First choice is colostrum from the calf's own mother. However, some mother cows are not about to stand there and allow you to milk colostrum from their udders. Additionally, the mother may not have any colostrum in the case of a premature birth, or she could die birthing the calf. In that case, frozen colostrum from another cow is a good substitute. Defrost the container of colostrum in a saucepan of warm water on the stove but don't boil it. Shake the jar frequently to keep the outer edge of colostrum from overheating. (Don't use the microwave. It can damage the antibodies present in the colostrum.)

If you can't get colostrum from another cow, you can also buy some commercial colostrum replacements. Ask your veterinarian for a recommendation, because the quality of these products can vary.

2. Ear Tags

It's best if you can ear tag your calves the day of birth or the day after birth. If you don't get to this chore in the first day or two, you will have a much more difficult time catching the calves to tag them. Tagging calves will help you sort out which calves belong to which mother. This is an important thing to know, because you will then know which cows are your most productive ones.
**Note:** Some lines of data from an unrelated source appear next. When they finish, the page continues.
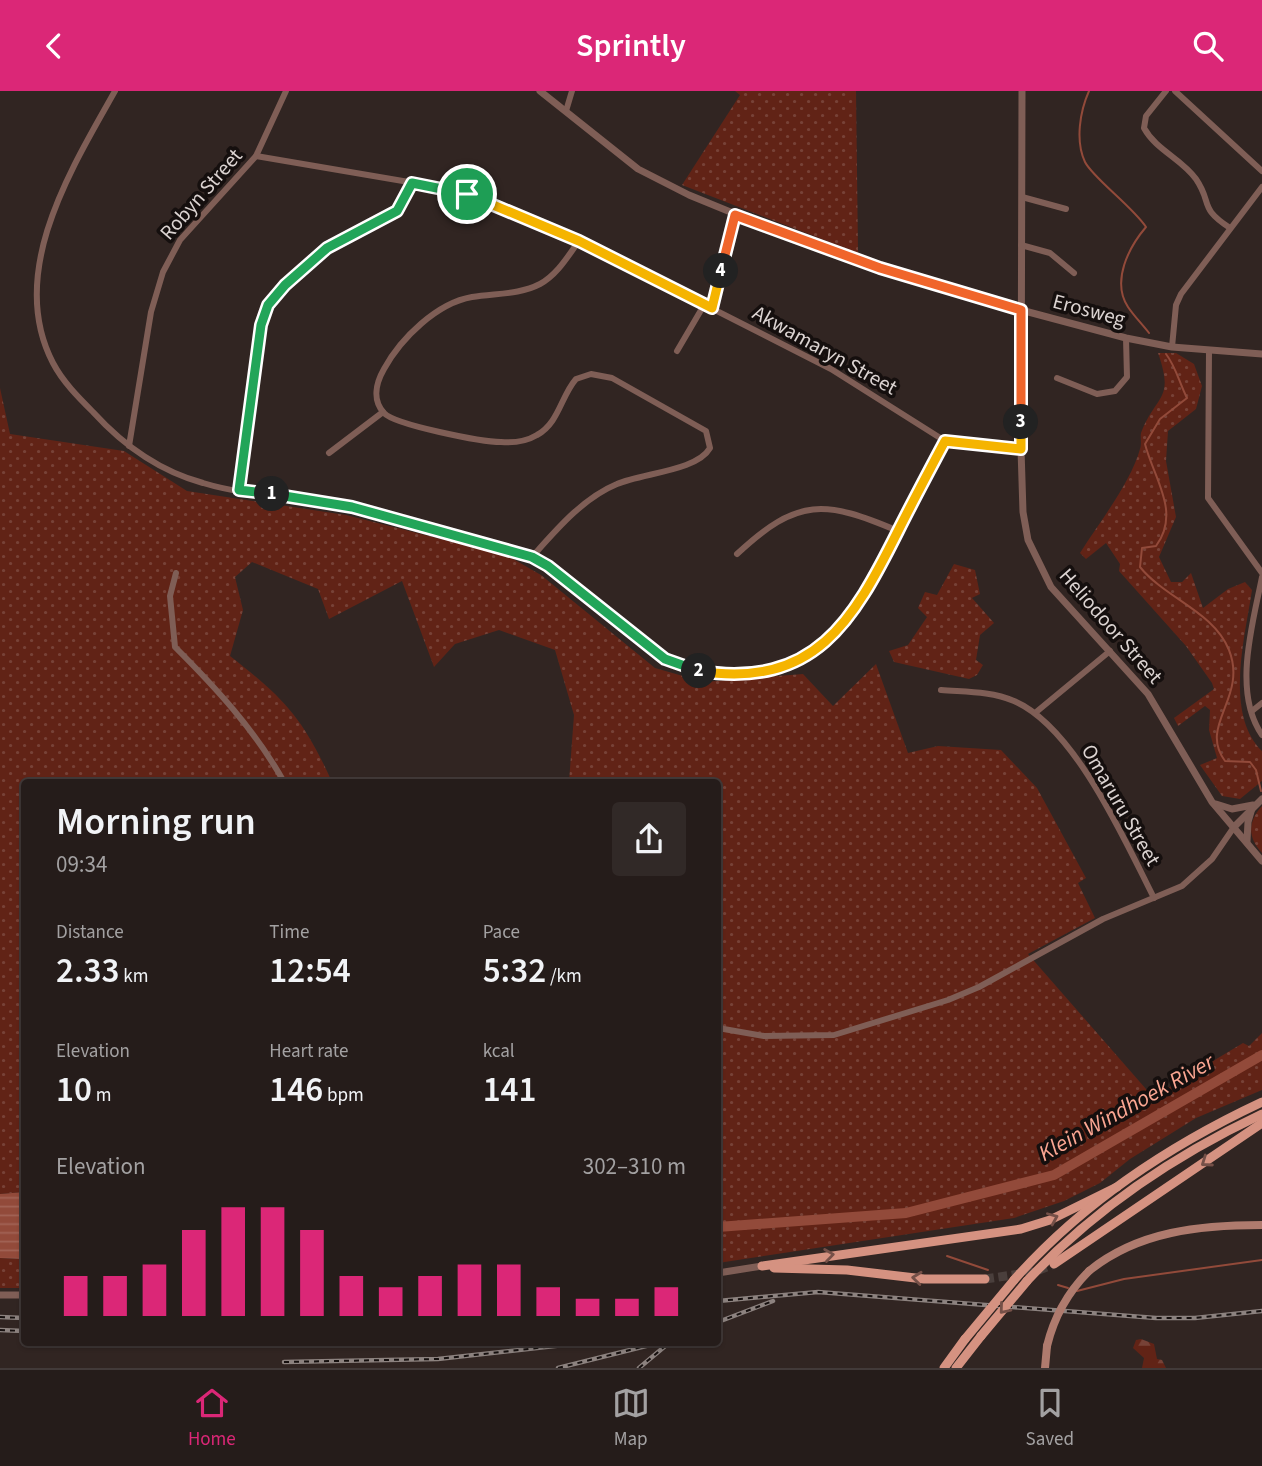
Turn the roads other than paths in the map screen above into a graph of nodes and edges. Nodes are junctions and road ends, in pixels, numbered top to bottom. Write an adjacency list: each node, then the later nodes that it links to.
1 (115, 91): 31 (street)
2 (286, 91): 9 (street, Robyn Street)
3 (540, 91): 8 (street, Erosweg)
4 (572, 91): 8 (street)
5 (1022, 91): 13 (street, Heliodoor Street)
6 (1166, 91): 16 (street)
7 (1175, 91): 10 (street)
8 (566, 111): 15 (street, Erosweg)
9 (256, 156): 11 (street, Akwamaryn Street); 31 (street, Robyn Street)
10 (1262, 171)
11 (412, 183): 17 (street, Akwamaryn Street); 34 (street)
12 (1262, 187): 16 (street)
13 (1022, 197): 14 (street); 18 (street, Heliodoor Street)
14 (1066, 209)
15 (735, 215): 21 (street); 22 (street, Erosweg)
16 (1230, 228): 24 (street)
17 (579, 241): 20 (street, Akwamaryn Street); 29 (street)
18 (1021, 245): 19 (street); 22 (street, Heliodoor Street)
19 (1074, 273)
20 (704, 305): 21 (street, Akwamaryn Street); 25 (street)
21 (712, 308): 30 (street, Akwamaryn Street)
22 (1021, 310): 23 (street, Erosweg); 32 (street, Heliodoor Street)
23 (1126, 338): 24 (street, Erosweg); 28 (street)
24 (1172, 347): 26 (street, Erosweg)
25 (677, 351)
26 (1209, 351): 27 (street, Erosweg); 39 (street)
27 (1262, 354)
28 (1057, 379)
29 (383, 412): 33 (street); 37 (street)
30 (945, 441): 32 (street, Akwamaryn Street); 35 (street)
31 (129, 446): 34 (street)
32 (1021, 449): 40 (street, Heliodoor Street)
33 (329, 453)
34 (239, 490): 37 (street)
35 (898, 531): 36 (street); 37 (street)
36 (737, 554)
37 (532, 557)
38 (176, 572): 46 (street)
39 (1262, 575): 43 (street)
40 (1110, 651): 44 (street); 48 (street, Heliodoor Street)
41 (941, 690): 44 (street, Omaruru Street)
42 (1262, 703): 43 (street)
43 (1252, 711): 45 (street)
44 (1035, 713): 53 (street, Omaruru Street)
45 (1262, 735)
46 (282, 779)
47 (1262, 799): 49 (street)
48 (1212, 802): 49 (street); 50 (street, Heliodoor Street)
49 (1253, 805): 50 (street); 51 (street)
50 (1234, 827): 51 (street, Heliodoor Street); 53 (street)
51 (1247, 843): 52 (street, Heliodoor Street)
52 (1262, 861)
53 (1154, 898): 54 (street)
54 (721, 1029)
55 (1262, 1102): 58 (main road)
56 (1262, 1114): 67 (main road, one-way to 67, bridge)
57 (1262, 1123): 60 (main road, one-way to 60)
58 (1117, 1187): 61 (main road, one-way to 58); 66 (main road, bridge)
59 (1262, 1225): 68 (main road, bridge)
60 (1054, 1264)
61 (762, 1266): 62 (street); 63 (main road, one-way to 61)
62 (721, 1273)
63 (985, 1279)
64 (0, 1295): 65 (street)
65 (21, 1295)
66 (944, 1368)
67 (956, 1368)
68 (1045, 1368)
When you are deciding which cows to cull, having a written record of the best mothers will help you make the decision.

3. Castration Bands

If you plan on making the bull calves steers and don't want to have to castrate surgically, go ahead and have elastration bands and an elastrator available. If you can do this procedure when the calf is just a day or two old, it is a whole lot easier.

4. Calf Electrolyte Solution

In the first week of life, calves are assaulted by all kinds of bacteria. Most of the time, the mother's milk will help him survive with no ill effects. However, when a new calf gets diarrhea, he can go downhill very quickly. You will need electrolytes to keep the calf hydrated until he can fight off the bug. If your calf gets sick at eight at night, he can be extremely ill by the time the veterinary supply store opens the next morning. Electrolyte solution comes in a powdered mix that keeps for a long time, so there's no reason not to have a stash of this stuff just in case you need it.

5. Esophageal Feeder

If a calf has a traumatic birth, he may be sluggish, tired, and lethargic. He needs a jolt of his mother's colostrum to have the energy to survive. However, if he's too tired and weak to stand to nurse, you will have to force feed him colostrum. If he won't suck on a calf bottle, you will need to gently insert a tube down his esophagus and dribble his first feeding into his stomach. Often, that first feeding will give him the energy he needs to get up and nurse in just a couple hours.

6. A Calf Nursing Bottle

If the cow dies in birth or can't get up right away to nurse, you will need a way to feed the calf. A nursing bottle will give the calf his first meal. If you already have a bottle, double check that the nipple is in good shape. The rubber can crack if it gets too old, and you don't want to discover that the bottle is damaged in some way in the middle of the night.

Calving time is one of the most exciting times on our farm. Of course, most of the time everything goes perfectly and we don't need some of these things, but it never hurts to be prepared for an unexpected event.